Lattelekom under pressure

  • 1999-01-21
  • Sandra L. Medearis
RIGA - The dust had not settled on protests after a Jan. 6 announcement of telephone rate increases when Latvia's transport minister sent a letter leaning on the agency responsible for approving the increase sought by Lattelekom. The new prices raise costs of local calls and monthly subscription fees as of April 1 but keep them under the rate of inflation, the phone company says.

Transport Minister Anatolijs Gorbunovs told Latvia's Telecommunications Tariff Council in his Jan. 18 note to get more information and reconsider Lattelekom's request for rate increases.

Pressure made him do it, Gorbunovs said.

Political pressure did not generate the letter, but flack on radio, newspapers and a demonstration against the new prices in Daugavpils caused him to analyze the decision and draw conclusions, Gorbunovs told reporters Jan. 18.

The tariff council did not consider how firmly the facts and figures shore up a rate increase, he said. It should consider the economic situation of the country and work toward a rate structure that reflects the actual cost of services.

Gorbunovs acknowledged that the tariff council is independent of the Transport Ministry. When the laws have been observed, the ministry can then make suggestions, he said.

"I'm not saying what and how much to change the tariff. I'm asking them to get more information and to reconsider," said Gorbunovs.

The minister could have the wrong number, John Steel, Lattelekom CEO, told reporters at Lattelekom's press conference an hour later.

Gorbunovs is putting illegal pressure on an independent panel and Lattelekom will get legal advice, international legal advice, Steel said.

"There is no reason to think that an independent council that has been asked to make a decision should be asked to reconsider that decision."

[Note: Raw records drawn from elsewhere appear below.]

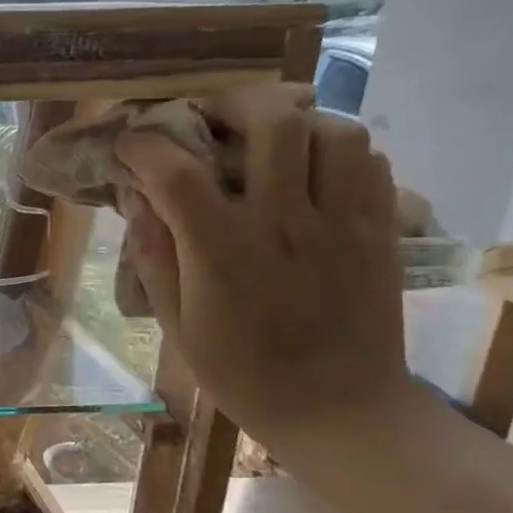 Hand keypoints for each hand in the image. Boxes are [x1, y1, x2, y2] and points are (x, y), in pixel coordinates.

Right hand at [113, 84, 415, 452]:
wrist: (338, 408)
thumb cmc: (241, 371)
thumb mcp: (175, 322)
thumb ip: (154, 254)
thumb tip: (136, 198)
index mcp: (223, 252)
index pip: (178, 171)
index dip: (145, 145)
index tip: (130, 143)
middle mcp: (285, 223)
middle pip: (272, 122)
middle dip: (232, 103)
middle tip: (209, 116)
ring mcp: (343, 223)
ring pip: (333, 130)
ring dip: (293, 120)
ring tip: (266, 136)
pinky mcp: (382, 230)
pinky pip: (371, 161)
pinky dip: (336, 147)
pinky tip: (310, 166) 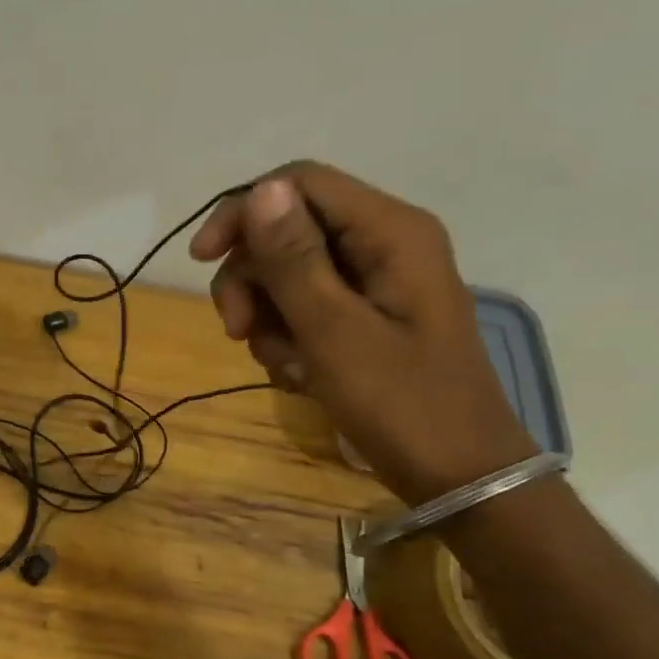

Tariff balancing has been put on the front burner to allow Latvia to shed the Lattelekom monopoly by 2003 to meet requirements of Latvia's membership in World Trade Organization, Steel said.

"I have to ask this afternoon if the government has changed its mind in regard to telephone sector policy," he said. "[The letter] would indicate this is the case. Tariff balancing has to be complete by 2003 if the company is to remain viable."

Gorbunovs suggested also that there should be different rates for customers with digital phone line service and those who have the old analog lines.

"Now there seems to be a change in policy that we should change tariffs in keeping with different technologies," Steel said.

The council's tariff decision did not follow the law on telecommunications, Gorbunovs said. The council did not have information that the law requires it to have before considering Lattelekom's bid for a rate increase.

The regulatory agency needs to have a revenue and expenditure analysis for 1998 and another analysis on how Lattelekom spent its 1998 profit on network development and updates. The tariff group should have also Lattelekom's 1999 business plan on the table, Gorbunovs said.

Nope - Lattelekom will not release its business plan or its costs, Steel said.

"If we were working in a monopoly situation under the umbrella agreement, we would be glad to provide it, but I could be in competition with other operators in months. Why should I provide valuable information to the competition?" he asked.

The rate increases fall short of actual costs, Steel said, and tariffs do by themselves increase revenue.

"If we looked at the cost of service to residential customers, we would not be asking an increase of 50 santims ($0.88) [on the monthly subscription charge] but an increase of 100 percent," Steel said. "We are not manipulating figures. We do not invent figures." The facts substantiate an increase and have been provided by two independent consultants retained not by Lattelekom, but by the Latvian government, he said.

Lowering of costs on international calls and calls to mobile phones along with special programs for certain customer groups will increase phone use and, with rate increase, raise revenues, Steel hopes.

"If we do not achieve this increase in revenue, we can't make the investments we plan." Lattelekom intends to invest 60 million lats into the network in 1999, Steel said.

Costs and specific rates are just elements of a tariff basket containing many factors, Steel said. Items in the package cannot be compared country by country to get a picture of the overall situation. Countries cannot be compared in terms of networks and costs because countries are not equally advanced in development progress and may not have started major investment in modernization.

"I don't think the tariffs are out of line with any other country put in the same situation as Latvia," Steel said.